Он расположился поудобнее в мягком кресле, глубоко затянулся сигарой и, глядя на тлеющий огонек ее кончика, задумался о весьма непростой проблеме, имя которой Джорджиана Уайлд, ныне Фортескью.

Он поморщился. Сегодня ей почти удалось разрушить непроницаемый фасад, который он являл миру. Обычно он взвешивал каждое слово, прежде чем позволить ему сорваться с языка, и всегда избегал всяких беспорядочных сцен. И о чем он думал? Куинн покачал головой.
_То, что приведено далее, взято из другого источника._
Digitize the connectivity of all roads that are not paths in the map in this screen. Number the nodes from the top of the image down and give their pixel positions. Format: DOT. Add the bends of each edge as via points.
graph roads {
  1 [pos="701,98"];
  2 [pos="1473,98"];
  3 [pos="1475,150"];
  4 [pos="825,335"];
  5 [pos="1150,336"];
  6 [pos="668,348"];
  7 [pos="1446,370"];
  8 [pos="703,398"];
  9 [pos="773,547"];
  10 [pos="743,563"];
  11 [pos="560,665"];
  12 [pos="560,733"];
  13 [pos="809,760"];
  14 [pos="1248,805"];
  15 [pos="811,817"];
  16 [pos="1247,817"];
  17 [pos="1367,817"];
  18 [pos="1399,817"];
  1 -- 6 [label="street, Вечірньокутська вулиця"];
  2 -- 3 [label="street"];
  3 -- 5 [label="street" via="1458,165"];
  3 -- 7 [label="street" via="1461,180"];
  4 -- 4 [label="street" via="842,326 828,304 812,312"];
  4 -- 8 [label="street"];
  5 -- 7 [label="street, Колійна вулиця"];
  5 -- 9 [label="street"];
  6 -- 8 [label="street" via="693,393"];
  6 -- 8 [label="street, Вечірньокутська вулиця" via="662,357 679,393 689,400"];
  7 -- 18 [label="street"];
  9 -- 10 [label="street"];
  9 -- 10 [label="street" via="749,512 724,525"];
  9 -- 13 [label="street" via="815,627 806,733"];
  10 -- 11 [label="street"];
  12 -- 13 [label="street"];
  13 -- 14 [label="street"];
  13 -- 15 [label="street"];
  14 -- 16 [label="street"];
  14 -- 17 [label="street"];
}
Джорджиана совсем не изменилась. Он улыбнулся, вспомнив о потрясающе сочных эпитетах, которых удостоилась королева свиней Гвендолин. Годы никак не смягчили характер Джорджианы и только слегка сгладили внешнюю угловатость, Джорджиана, что называется, не обещала стать красавицей — и не стала. Темные волосы, темные глаза, темная от загара кожа — полная противоположность утонченной изысканности. Полная противоположность Синтии.

Он закрыл глаза. Отчего Джорджиана сегодня прихрамывала? Только ли удар обухом топора по колену тому причиной? Наверняка страшные раны, полученные много лет назад, до сих пор ее беспокоят. Не могут не беспокоить. Он невольно вздрогнул при мысли о трагическом происшествии. Тогда Джорджиана чудом не лишилась ноги. А Куинна вышвырнули из Пенроуза. Да-да, именно из-за того несчастного случая. Впрочем, все это дела давно минувших дней, и он не желал возвращаться к болезненным переживаниям детства. Жаль только, что Джорджиана так сильно пострадала.

Раздался сухой треск поленьев, и нескольким пылающим уголькам удалось проникнуть за пределы фигурной решетки. Куинн встал и отправил их обратно в камин. Без спроса, словно цепкая виноградная лоза, Джорджиана прочно заняла его мысли. В ней не было прежней детской непосредственности — ну, очевидно, и в нем самом ничего подобного не осталось, — зато сохранился неукротимый нрав, которым она обладала в самом нежном возрасте. Достаточно вспомнить, как она управлялась с огромным стадом бестолковых, упрямых саутдаунских овец, когда Куинн впервые ее увидел.

Она по-прежнему не умеет сдерживать свои эмоции — навык, которым ему пришлось овладеть в совершенстве еще пятнадцать лет назад. И если он был в чем-то уверен после встречи с ней, так это в том, что она что-то от него скрывает. Разумеется, он во всем разберется столь же методично и последовательно, как разбирался в хитросплетениях государственных тайн и скандалов, пока состоял на дипломатической службе. А неискренность Джорджианы только лишний раз подтверждает эфемерность их нерушимой детской дружбы. Не было счастливой юности в Пенроузе, был мыльный пузырь. И он давным-давно лопнул.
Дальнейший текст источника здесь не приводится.